• Assignment:
State only how many lines below include the string "dead".

Collected data entries:
* * *

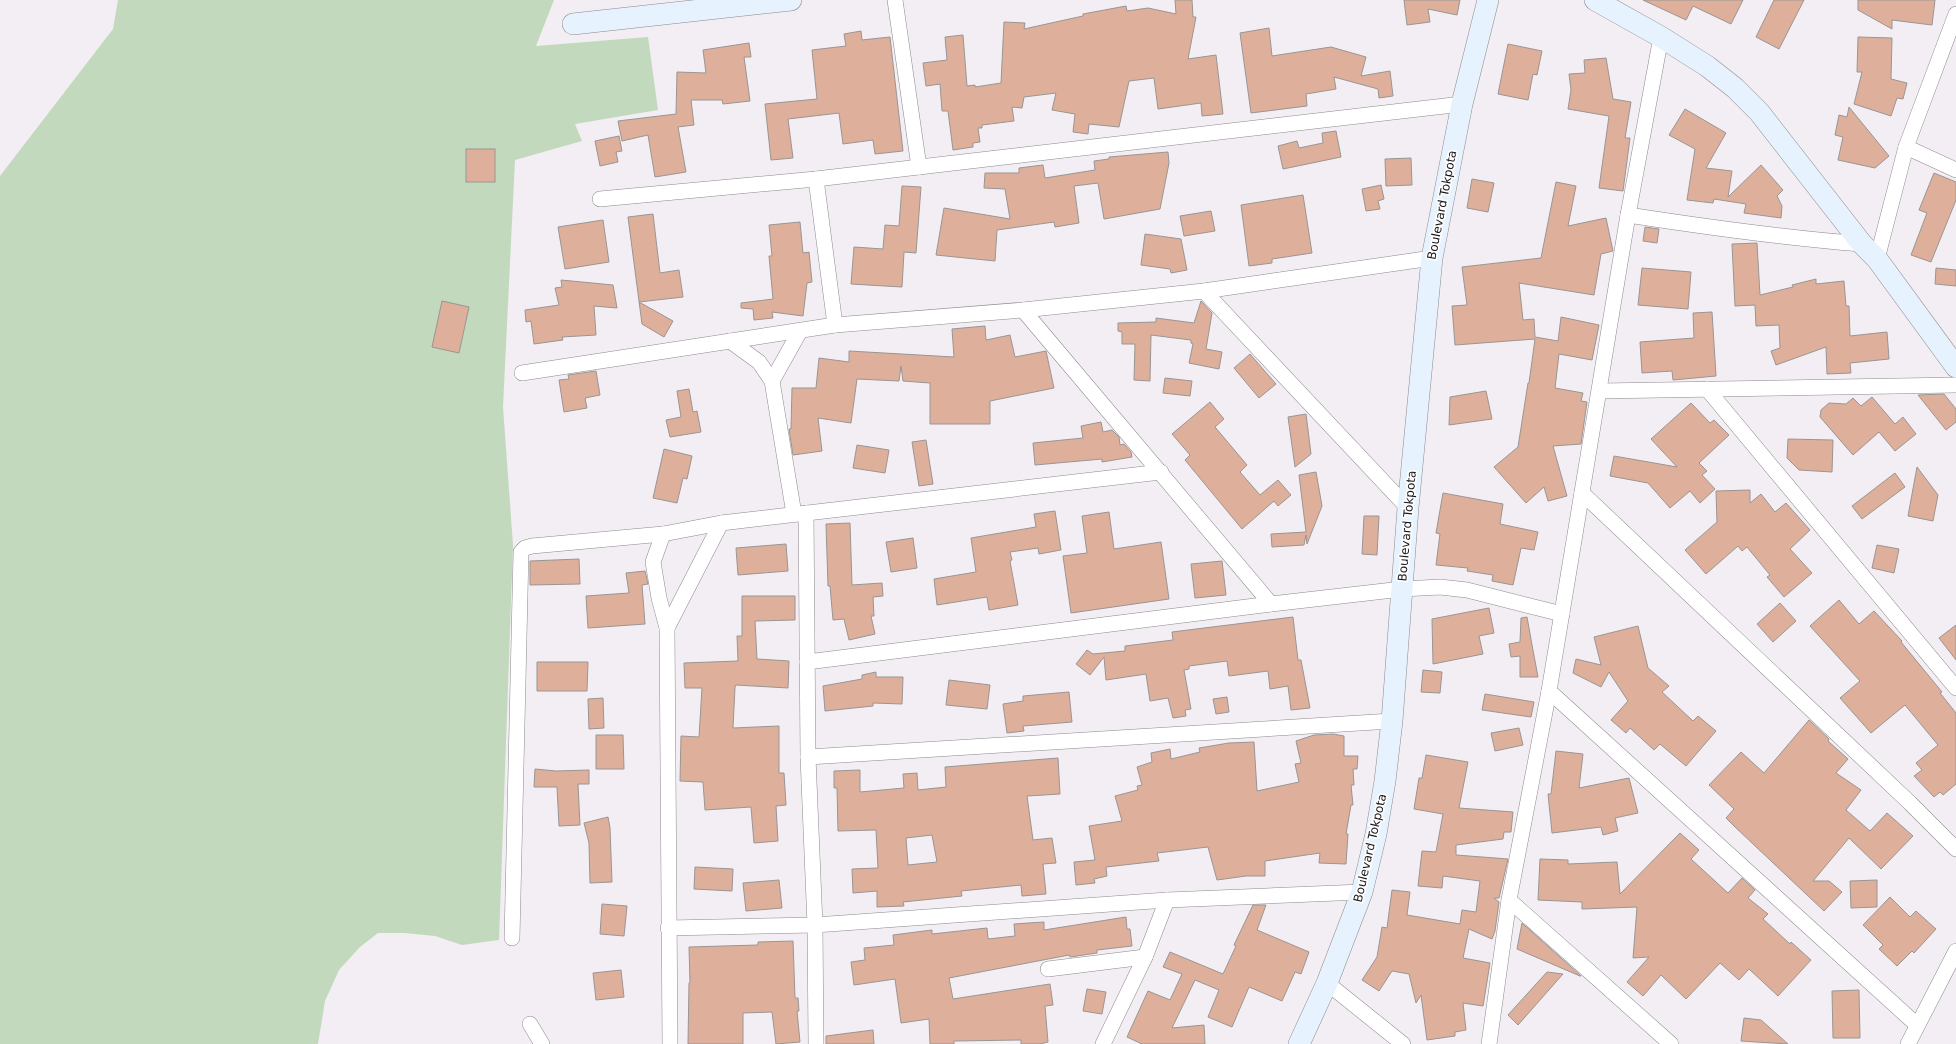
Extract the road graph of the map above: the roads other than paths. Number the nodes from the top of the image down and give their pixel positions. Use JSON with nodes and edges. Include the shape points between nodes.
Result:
{"nodes":[{"id":1,"x":791,"y":0,"type":"edge"},
{"id":2,"x":895,"y":0,"type":"edge"},
{"id":3,"x":1488,"y":0,"type":"edge"},
{"id":4,"x":1595,"y":0,"type":"edge"},
{"id":5,"x":1956,"y":14,"type":"edge"},
{"id":6,"x":573,"y":24,"type":"dead end"},
{"id":7,"x":1661,"y":37,"type":"junction"},
{"id":8,"x":1462,"y":104,"type":"junction"},
{"id":9,"x":1906,"y":147,"type":"junction"},
{"id":10,"x":919,"y":167,"type":"junction"},
{"id":11,"x":1956,"y":170,"type":"edge"},
{"id":12,"x":816,"y":179,"type":"junction"},
{"id":13,"x":600,"y":199,"type":"dead end"},
{"id":14,"x":1628,"y":215,"type":"junction"},
{"id":15,"x":1862,"y":244,"type":"junction"},
{"id":16,"x":1432,"y":258,"type":"junction"},
{"id":17,"x":1877,"y":259,"type":"junction"},
{"id":18,"x":1204,"y":291,"type":"junction"},
{"id":19,"x":1023,"y":310,"type":"junction"},
{"id":20,"x":835,"y":325,"type":"junction"},
{"id":21,"x":800,"y":331,"type":"junction"},
{"id":22,"x":730,"y":341,"type":"junction"},
{"id":23,"x":1956,"y":367,"type":"edge"},
{"id":24,"x":522,"y":373,"type":"dead end"},
{"id":25,"x":772,"y":380,"type":"junction"},
{"id":26,"x":1956,"y":385,"type":"edge"},
{"id":27,"x":1707,"y":389,"type":"junction"},
{"id":28,"x":1600,"y":391,"type":"junction"},
{"id":29,"x":1161,"y":472,"type":"junction"},
{"id":30,"x":1582,"y":493,"type":"junction"},
{"id":31,"x":1408,"y":508,"type":"junction"},
{"id":32,"x":800,"y":514,"type":"junction"},
{"id":33,"x":721,"y":523,"type":"junction"},
{"id":34,"x":663,"y":534,"type":"junction"},
{"id":35,"x":1402,"y":589,"type":"junction"},
{"id":36,"x":1271,"y":604,"type":"junction"},
{"id":37,"x":1562,"y":614,"type":"junction"},
{"id":38,"x":667,"y":628,"type":"junction"},
{"id":39,"x":807,"y":662,"type":"junction"},
{"id":40,"x":1956,"y":688,"type":"edge"},
{"id":41,"x":1550,"y":691,"type":"junction"},
{"id":42,"x":1392,"y":722,"type":"junction"},
{"id":43,"x":808,"y":757,"type":"junction"},
{"id":44,"x":1956,"y":849,"type":"edge"},
{"id":45,"x":1362,"y":892,"type":"junction"},
{"id":46,"x":1167,"y":900,"type":"junction"},
{"id":47,"x":1509,"y":900,"type":"junction"},
{"id":48,"x":815,"y":925,"type":"junction"},
{"id":49,"x":668,"y":928,"type":"junction"},
{"id":50,"x":512,"y":938,"type":"dead end"},
{"id":51,"x":1956,"y":951,"type":"edge"},
{"id":52,"x":1146,"y":957,"type":"junction"},
{"id":53,"x":1048,"y":970,"type":"dead end"},
{"id":54,"x":1327,"y":983,"type":"junction"},
{"id":55,"x":530,"y":1024,"type":"dead end"},
{"id":56,"x":1917,"y":1025,"type":"junction"},
{"id":57,"x":542,"y":1044,"type":"edge"},
{"id":58,"x":670,"y":1044,"type":"edge"},
{"id":59,"x":816,"y":1044,"type":"edge"},
{"id":60,"x":1103,"y":1044,"type":"edge"},
{"id":61,"x":1299,"y":1044,"type":"edge"},
{"id":62,"x":1403,"y":1044,"type":"edge"},
{"id":63,"x":1489,"y":1044,"type":"edge"},
{"id":64,"x":1671,"y":1044,"type":"edge"},
{"id":65,"x":1908,"y":1044,"type":"edge"}],
"edges":[{"from":1,"to":6,"type":"street"},
{"from":2,"to":10,"type":"street"},
{"from":3,"to":8,"type":"street","name":"Boulevard Tokpota"},
{"from":4,"to":7,"type":"street"},
{"from":5,"to":9,"type":"street"},
{"from":7,"to":14,"type":"street"},
{"from":7,"to":15,"type":"street","via":[[1707,66],[1735,88],[1759,112]]},
{"from":8,"to":10,"type":"street"},
{"from":8,"to":16,"type":"street","name":"Boulevard Tokpota"},
{"from":9,"to":11,"type":"street"},
{"from":9,"to":17,"type":"street"},
{"from":10,"to":12,"type":"street"},
{"from":12,"to":13,"type":"street"},
{"from":12,"to":20,"type":"street"},
{"from":14,"to":15,"type":"street","via":[[1725,230]]},
{"from":14,"to":28,"type":"street"},
{"from":15,"to":17,"type":"street"},
{"from":16,"to":18,"type":"street"},
{"from":16,"to":31,"type":"street","name":"Boulevard Tokpota"},
{"from":17,"to":23,"type":"street"},
{"from":18,"to":19,"type":"street"},
{"from":18,"to":31,"type":"street"},
{"from":19,"to":20,"type":"street"},
{"from":19,"to":29,"type":"street"},
{"from":20,"to":21,"type":"street"},
{"from":21,"to":22,"type":"street"},
{"from":21,"to":25,"type":"street"},
{"from":22,"to":24,"type":"street"},
{"from":22,"to":25,"type":"street","via":[[758,362]]},
{"from":25,"to":32,"type":"street"},
{"from":26,"to":27,"type":"street"},
{"from":27,"to":28,"type":"street"},
{"from":27,"to":40,"type":"street"},
{"from":28,"to":30,"type":"street"},
{"from":29,"to":32,"type":"street"},
{"from":29,"to":36,"type":"street"},
{"from":30,"to":37,"type":"street"},
{"from":30,"to":44,"type":"street"},
{"from":31,"to":35,"type":"street","name":"Boulevard Tokpota"},
{"from":32,"to":33,"type":"street"},
{"from":32,"to":39,"type":"street"},
{"from":33,"to":34,"type":"street"},
{"from":33,"to":38,"type":"street"},
{"from":34,"to":38,"type":"street","via":[[653,562]]},
{"from":34,"to":50,"type":"street","via":[[532,546],[521,552]]},
{"from":35,"to":36,"type":"street"},
{"from":35,"to":37,"type":"street","via":[[1440,587],[1467,590]]},
{"from":35,"to":42,"type":"street","name":"Boulevard Tokpota"},
{"from":36,"to":39,"type":"street"},
{"from":37,"to":41,"type":"street"},
{"from":38,"to":49,"type":"street"},
{"from":39,"to":43,"type":"street"},
{"from":41,"to":47,"type":"street"},
{"from":41,"to":56,"type":"street"},
{"from":42,"to":43,"type":"street"},
{"from":42,"to":45,"type":"street","name":"Boulevard Tokpota","via":[[1382,796]]},
{"from":43,"to":48,"type":"street"},
{"from":45,"to":46,"type":"street"},
{"from":45,"to":54,"type":"street","name":"Boulevard Tokpota"},
{"from":46,"to":48,"type":"street"},
{"from":46,"to":52,"type":"street"},
{"from":47,"to":63,"type":"street"},
{"from":47,"to":64,"type":"street"},
{"from":48,"to":49,"type":"street"},
{"from":48,"to":59,"type":"street"},
{"from":49,"to":58,"type":"street"},
{"from":51,"to":56,"type":"street"},
{"from":52,"to":53,"type":"street"},
{"from":52,"to":60,"type":"street"},
{"from":54,"to":61,"type":"street","name":"Boulevard Tokpota"},
{"from":54,"to":62,"type":"street"},
{"from":55,"to":57,"type":"street"},
{"from":56,"to":65,"type":"street"}]}
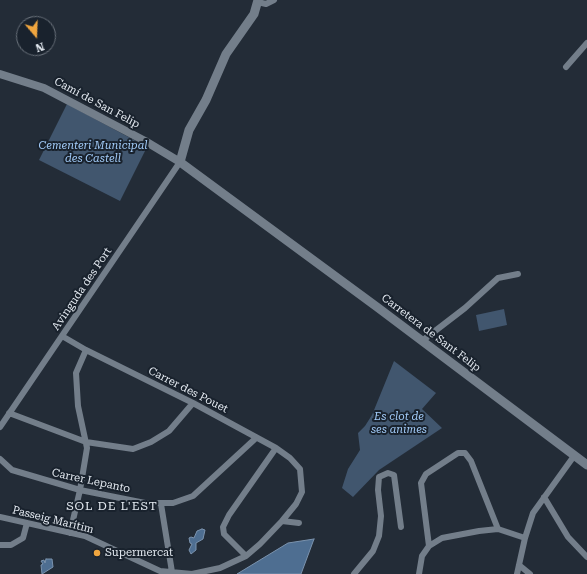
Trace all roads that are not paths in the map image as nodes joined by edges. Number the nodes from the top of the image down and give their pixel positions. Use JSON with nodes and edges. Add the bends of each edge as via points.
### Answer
{"nodes":[{"id":1,"x":274,"y":0,"type":"edge"},
{"id":2,"x":258,"y":1,"type":"edge"},
{"id":3,"x":587,"y":43,"type":"edge"},
{"id":4,"x":566,"y":67,"type":"dead end"},
{"id":5,"x":0,"y":74,"type":"edge"},
{"id":6,"x":180,"y":162,"type":"junction"},
{"id":7,"x":518,"y":274,"type":"dead end"},
{"id":8,"x":62,"y":336,"type":"junction"},
{"id":9,"x":422,"y":341,"type":"junction"},
{"id":10,"x":86,"y":350,"type":"junction"},
{"id":11,"x":192,"y":403,"type":"junction"},
{"id":12,"x":9,"y":413,"type":"junction"},
{"id":13,"x":0,"y":427,"type":"edge"},
{"id":14,"x":256,"y":438,"type":"junction"},
{"id":15,"x":86,"y":442,"type":"junction"},
{"id":16,"x":276,"y":448,"type":"junction"},
{"id":17,"x":574,"y":456,"type":"junction"},
{"id":18,"x":0,"y":459,"type":"edge"},
{"id":19,"x":587,"y":465,"type":"edge"},
{"id":20,"x":300,"y":469,"type":"joint"},
{"id":21,"x":80,"y":490,"type":"junction"},
{"id":22,"x":544,"y":497,"type":"junction"},
{"id":23,"x":161,"y":504,"type":"junction"},
{"id":24,"x":0,"y":517,"type":"edge"},
{"id":25,"x":282,"y":521,"type":"junction"},
{"id":26,"x":27,"y":523,"type":"junction"},
{"id":27,"x":299,"y":523,"type":"dead end"},
{"id":28,"x":401,"y":527,"type":"dead end"},
{"id":29,"x":498,"y":529,"type":"junction"},
{"id":30,"x":70,"y":533,"type":"junction"},
{"id":31,"x":525,"y":538,"type":"junction"},
{"id":32,"x":0,"y":544,"type":"edge"},
{"id":33,"x":429,"y":546,"type":"junction"},
{"id":34,"x":246,"y":556,"type":"junction"},
{"id":35,"x":587,"y":557,"type":"edge"},
{"id":36,"x":520,"y":564,"type":"junction"},
{"id":37,"x":172,"y":572,"type":"junction"},
{"id":38,"x":354,"y":574,"type":"edge"},
{"id":39,"x":419,"y":574,"type":"edge"},
{"id":40,"x":517,"y":574,"type":"edge"},
{"id":41,"x":530,"y":574,"type":"edge"}],
"edges":[{"from":1,"to":2,"type":"street","via":[[266,4]]},
{"from":2,"to":6,"type":"main road","via":[[254,14],[226,54],[206,100],[189,130]]},
{"from":3,"to":4,"type":"street"},
{"from":5,"to":6,"type":"street","name":"Camí de San Felip","via":[[44,88]]},
{"from":6,"to":8,"type":"street","name":"Avinguda des Port"},
{"from":6,"to":9,"type":"main road","name":"Carretera de Sant Felip"},
{"from":7,"to":9,"type":"street","via":[[498,278],[465,308]]},
{"from":8,"to":10,"type":"street","name":"Carrer des Pouet"},
{"from":8,"to":12,"type":"street","name":"Avinguda des Port"},
{"from":9,"to":17,"type":"main road","name":"Carretera de Sant Felip"},
{"from":10,"to":11,"type":"street","name":"Carrer des Pouet"},
{"from":10,"to":15,"type":"street","via":[[76,373],[78,406]]},
{"from":11,"to":14,"type":"street","name":"Carrer des Pouet"},
{"from":11,"to":15,"type":"street","via":[[168,431],[151,442],[133,449]]},
{"from":12,"to":13,"type":"street","name":"Avinguda des Port"},
{"from":12,"to":15,"type":"street"},
{"from":14,"to":16,"type":"street","name":"Carrer des Pouet"},
{"from":14,"to":23,"type":"street","name":"Carrer Lepanto","via":[[193,496]]},
{"from":15,"to":21,"type":"street"},
{"from":16,"to":20,"type":"street","name":"Carrer des Pouet"},
{"from":16,"to":34,"type":"street","via":[[223,527],[224,534]]},
{"from":17,"to":19,"type":"main road","name":"Carretera de Sant Felip"},
{"from":17,"to":22,"type":"street"},
{"from":18,"to":21,"type":"street","name":"Carrer Lepanto","via":[[12,470]]},
{"from":20,"to":25,"type":"street","name":"Passeig Marítim","via":[[302,492]]},
{"from":21,"to":23,"type":"street","name":"Carrer Lepanto"},
{"from":21,"to":30,"type":"street"},
{"from":22,"to":31,"type":"street","via":[[533,513]]},
{"from":22,"to":35,"type":"street","via":[[568,537]]},
{"from":23,"to":37,"type":"street"},
{"from":24,"to":26,"type":"street","name":"Passeig Marítim"},
{"from":25,"to":27,"type":"street"},
{"from":25,"to":34,"type":"street","name":"Passeig Marítim"},
{"from":26,"to":30,"type":"street","name":"Passeig Marítim"},
{"from":26,"to":32,"type":"street","via":[[23,538],[11,545]]},
{"from":28,"to":38,"type":"street","via":[[394,475],[388,473],[379,477],[379,536],[373,551]]},
{"from":29,"to":31,"type":"street"},
{"from":29,"to":33,"type":"street","via":[[442,538]]},
{"from":29,"to":33,"type":"street","via":[[471,461],[465,453],[458,453],[426,474],[421,483]]},
{"from":30,"to":37,"type":"street","name":"Passeig Marítim","via":[[85,536],[160,571]]},
{"from":31,"to":36,"type":"street"},
{"from":33,"to":39,"type":"street","via":[[422,556]]},
{"from":34,"to":37,"type":"street","name":"Passeig Marítim","via":[[220,568],[192,574]]},
{"from":36,"to":40,"type":"street"},
{"from":36,"to":41,"type":"street"}]}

* * *

• Exercise solution:
10